When the light is right

I am still slogging away at the MMP. Inspired by Jane B., I have for the moment put aside the effort to compose the perfect concluding paragraph, and am working on the bibliography, since it also has to be done, and it does keep me in touch with the project. The bibliography work mainly involves combing through my footnotes, with a side order of tracking down details online.

Here I have to note that at least since early October I have been in a state of combined despair and anxiety over this project, wondering why it is such a struggle to put to bed, when I thought I would polish it off in three weeks last summer. The editors have not been nagging me, but I’m doing a fantastic job of nagging myself.

Working on the notes/bibliography is doing wonders for my state of mind. Look at that list of manuscript and archival documents consulted in the making of this essay!

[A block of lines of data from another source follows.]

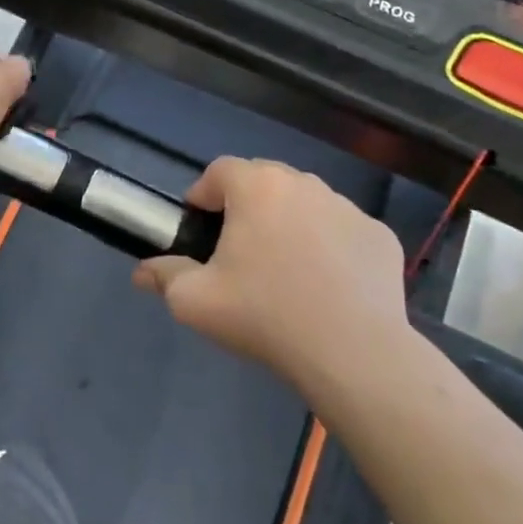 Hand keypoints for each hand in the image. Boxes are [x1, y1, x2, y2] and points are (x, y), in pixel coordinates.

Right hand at [133, 158, 408, 388]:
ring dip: (289, 221)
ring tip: (284, 267)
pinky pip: (342, 230)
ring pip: (306, 202)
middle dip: (246, 204)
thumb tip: (142, 272)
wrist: (354, 354)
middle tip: (238, 248)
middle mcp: (304, 184)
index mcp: (257, 188)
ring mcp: (348, 208)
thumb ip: (164, 276)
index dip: (203, 193)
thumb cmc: (265, 316)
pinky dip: (329, 245)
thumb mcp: (195, 301)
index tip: (200, 226)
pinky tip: (327, 285)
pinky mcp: (380, 236)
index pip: (220, 170)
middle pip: (264, 180) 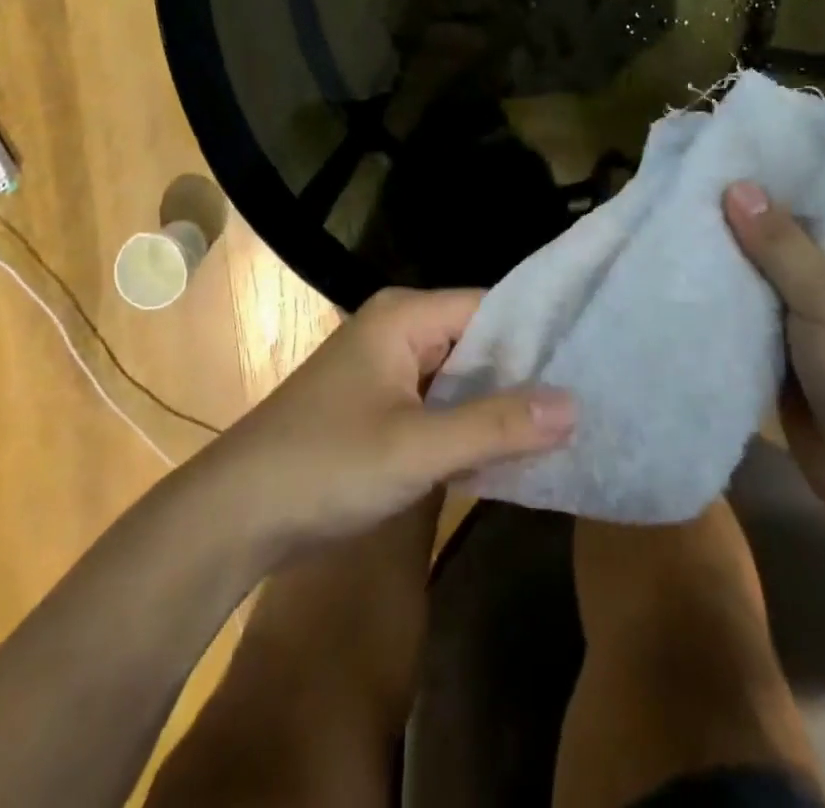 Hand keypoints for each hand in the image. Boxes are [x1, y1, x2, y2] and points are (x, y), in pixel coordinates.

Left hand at [213, 288, 575, 546]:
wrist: (234, 515)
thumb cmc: (325, 466)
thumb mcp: (418, 447)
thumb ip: (497, 425)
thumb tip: (575, 405)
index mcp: (404, 315)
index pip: (490, 308)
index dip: (539, 335)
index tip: (591, 363)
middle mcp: (398, 328)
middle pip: (477, 340)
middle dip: (524, 373)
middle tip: (589, 401)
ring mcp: (386, 368)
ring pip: (459, 376)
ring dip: (499, 403)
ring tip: (566, 426)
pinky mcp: (379, 405)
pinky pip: (439, 403)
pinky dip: (469, 424)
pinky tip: (510, 451)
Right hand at [723, 164, 824, 521]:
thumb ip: (783, 246)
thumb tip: (735, 185)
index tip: (778, 133)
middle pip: (819, 218)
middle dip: (771, 193)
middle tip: (712, 162)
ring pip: (784, 261)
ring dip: (745, 241)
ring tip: (689, 203)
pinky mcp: (798, 346)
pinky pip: (764, 303)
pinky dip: (734, 286)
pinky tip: (691, 264) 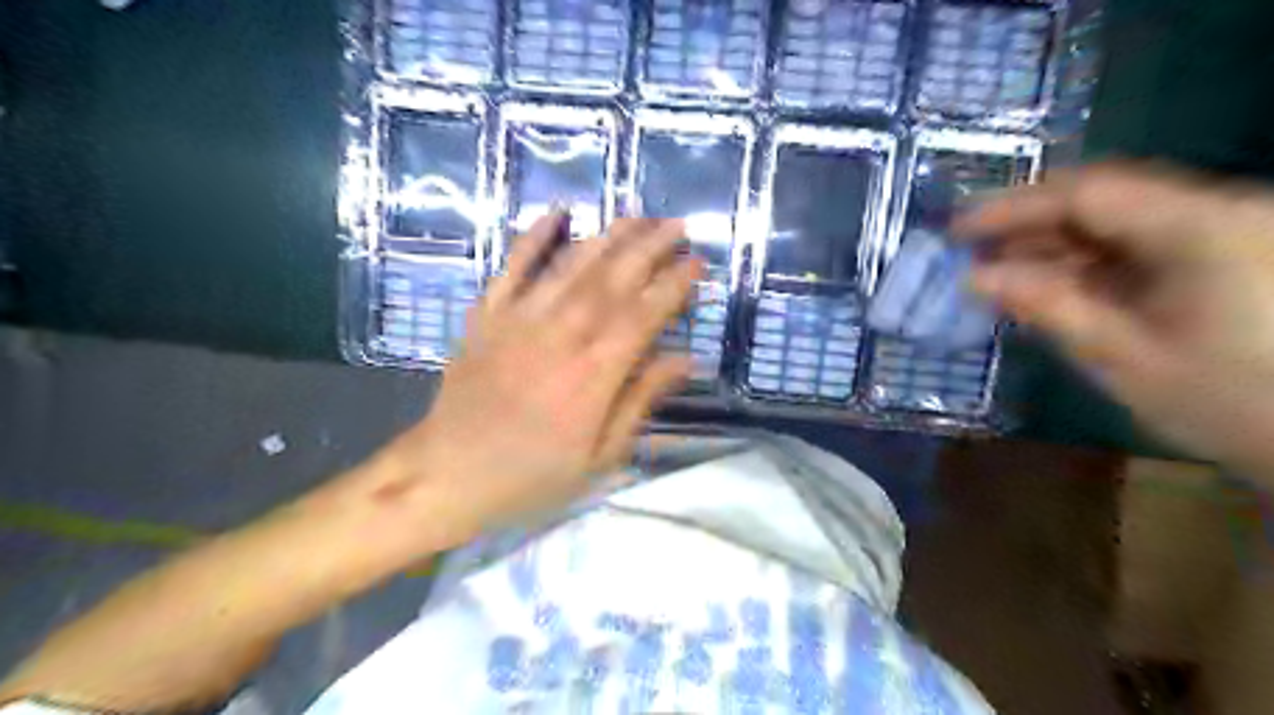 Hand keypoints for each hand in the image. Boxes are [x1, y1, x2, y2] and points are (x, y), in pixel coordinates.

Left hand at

The list of primary sources is wide-ranging. The list of secondary sources includes work in at least three separate scholarly fields. I think altogether I cite works in five different languages. I still wish I could work more quickly, but by all the gods, I am thorough.

Sometimes I actually impress myself.

A pleasant pastime: Pym exhibit

Pym Fan and other fans! As usual, I was minding my own business and hunting down something else entirely, something relevant to the MMP, when I stumbled across this: http://www.bodleian.ox.ac.uk/whatson/whats-on/online/barbara-pym-and-the-bodleian#gallery-item=. The Bodleian has way too much cool stuff on their site (NB, this is not a serious complaint). The Pym exhibit is of modest size, so it didn’t even delay me too long. Indeed, I could wish there were more, except that I need to get back to the more distant past.

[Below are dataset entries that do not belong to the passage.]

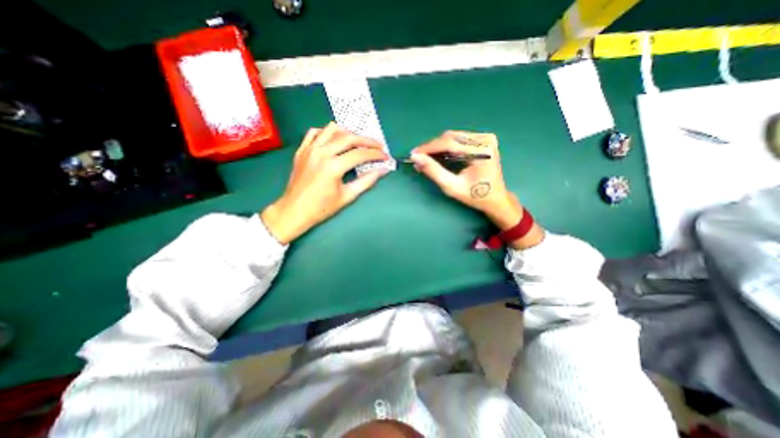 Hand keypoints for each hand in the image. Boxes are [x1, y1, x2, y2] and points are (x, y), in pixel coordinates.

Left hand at [262, 123, 390, 244]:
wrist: (294, 211)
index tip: (385, 156)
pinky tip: (334, 140)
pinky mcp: (301, 150)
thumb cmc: (322, 207)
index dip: (375, 154)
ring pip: (332, 130)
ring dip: (348, 133)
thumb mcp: (347, 196)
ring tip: (358, 141)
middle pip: (349, 138)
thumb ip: (366, 181)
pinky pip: (315, 132)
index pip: (360, 154)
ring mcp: (309, 149)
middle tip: (378, 146)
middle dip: (367, 141)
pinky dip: (327, 132)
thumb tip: (382, 170)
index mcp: (333, 166)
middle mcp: (321, 153)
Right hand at [411, 132, 518, 228]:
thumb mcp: (452, 186)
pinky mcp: (482, 140)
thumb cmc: (475, 196)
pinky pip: (458, 140)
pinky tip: (438, 156)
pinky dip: (446, 147)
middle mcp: (485, 139)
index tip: (414, 154)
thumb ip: (433, 171)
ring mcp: (485, 138)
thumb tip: (416, 158)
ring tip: (426, 158)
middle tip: (418, 158)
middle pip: (450, 137)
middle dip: (432, 147)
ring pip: (453, 137)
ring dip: (437, 147)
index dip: (429, 148)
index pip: (449, 143)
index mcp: (481, 150)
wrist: (495, 199) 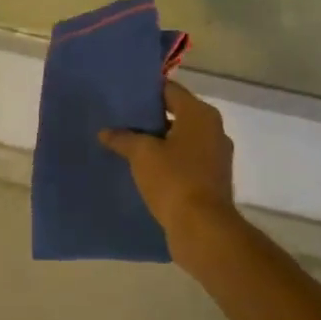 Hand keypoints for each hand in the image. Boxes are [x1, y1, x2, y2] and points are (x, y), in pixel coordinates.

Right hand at [98, 81, 238, 265]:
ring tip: (126, 143)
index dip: (145, 91)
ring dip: (156, 141)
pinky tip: (142, 168)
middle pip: (176, 113)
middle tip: (119, 119)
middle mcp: (213, 130)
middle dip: (148, 118)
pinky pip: (184, 160)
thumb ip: (123, 138)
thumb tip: (106, 132)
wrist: (203, 229)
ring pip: (180, 139)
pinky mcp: (211, 179)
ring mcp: (215, 156)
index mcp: (200, 115)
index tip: (122, 95)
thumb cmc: (174, 180)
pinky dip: (166, 160)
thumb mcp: (142, 154)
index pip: (169, 90) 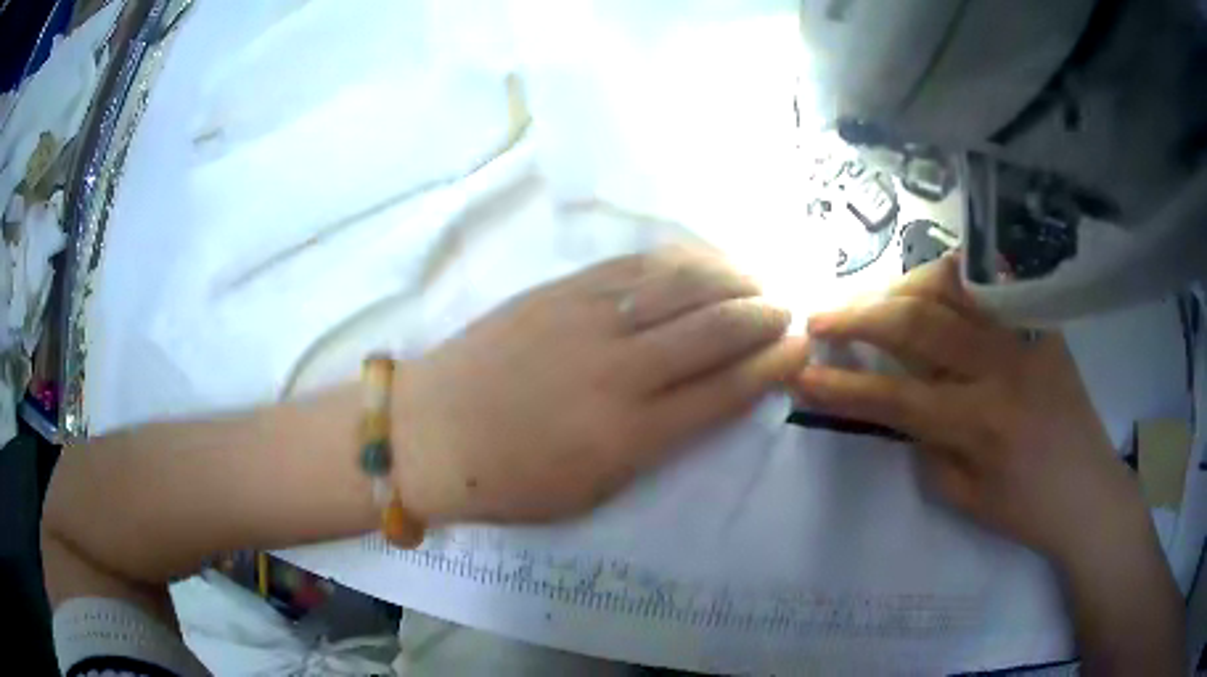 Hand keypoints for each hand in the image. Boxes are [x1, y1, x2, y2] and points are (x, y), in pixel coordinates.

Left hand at [394, 248, 807, 523]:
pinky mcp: (562, 291)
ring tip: (755, 281)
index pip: (727, 390)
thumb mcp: (594, 490)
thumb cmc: (509, 480)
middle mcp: (622, 370)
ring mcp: (590, 320)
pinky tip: (702, 262)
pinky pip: (636, 266)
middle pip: (717, 330)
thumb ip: (656, 446)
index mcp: (633, 434)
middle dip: (764, 317)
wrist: (429, 432)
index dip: (773, 366)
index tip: (799, 350)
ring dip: (732, 280)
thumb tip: (703, 404)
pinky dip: (681, 261)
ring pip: (683, 286)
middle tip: (786, 311)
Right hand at [796, 255, 1143, 564]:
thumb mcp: (966, 498)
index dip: (843, 387)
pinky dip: (948, 280)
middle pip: (918, 323)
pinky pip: (987, 284)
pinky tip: (927, 288)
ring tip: (871, 301)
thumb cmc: (1028, 509)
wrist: (1089, 491)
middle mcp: (1002, 369)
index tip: (802, 375)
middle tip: (820, 316)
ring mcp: (1025, 336)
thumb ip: (927, 446)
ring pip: (951, 286)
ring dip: (899, 287)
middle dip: (858, 316)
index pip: (897, 398)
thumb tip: (900, 404)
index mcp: (981, 426)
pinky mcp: (1041, 322)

I guess I’ll think of it as an unscheduled stop in my time machine.

Fits and starts

One reason I haven’t been posting much lately (maybe even the main reason) is that I have been slogging through the Slough of Revisions, my vitals gnawed by Palpable Worms of Guilt and Anxiety, as I try to sharpen arguments, deepen context, and reduce verbiage. Despite my efforts at that last, the first two have resulted in considerable expansion to the MMP (whatever the number, it’s the last one), and I hope devoutly that the editors won’t decide I’ve added so much that it’s a new contribution and send it back out for yet another review.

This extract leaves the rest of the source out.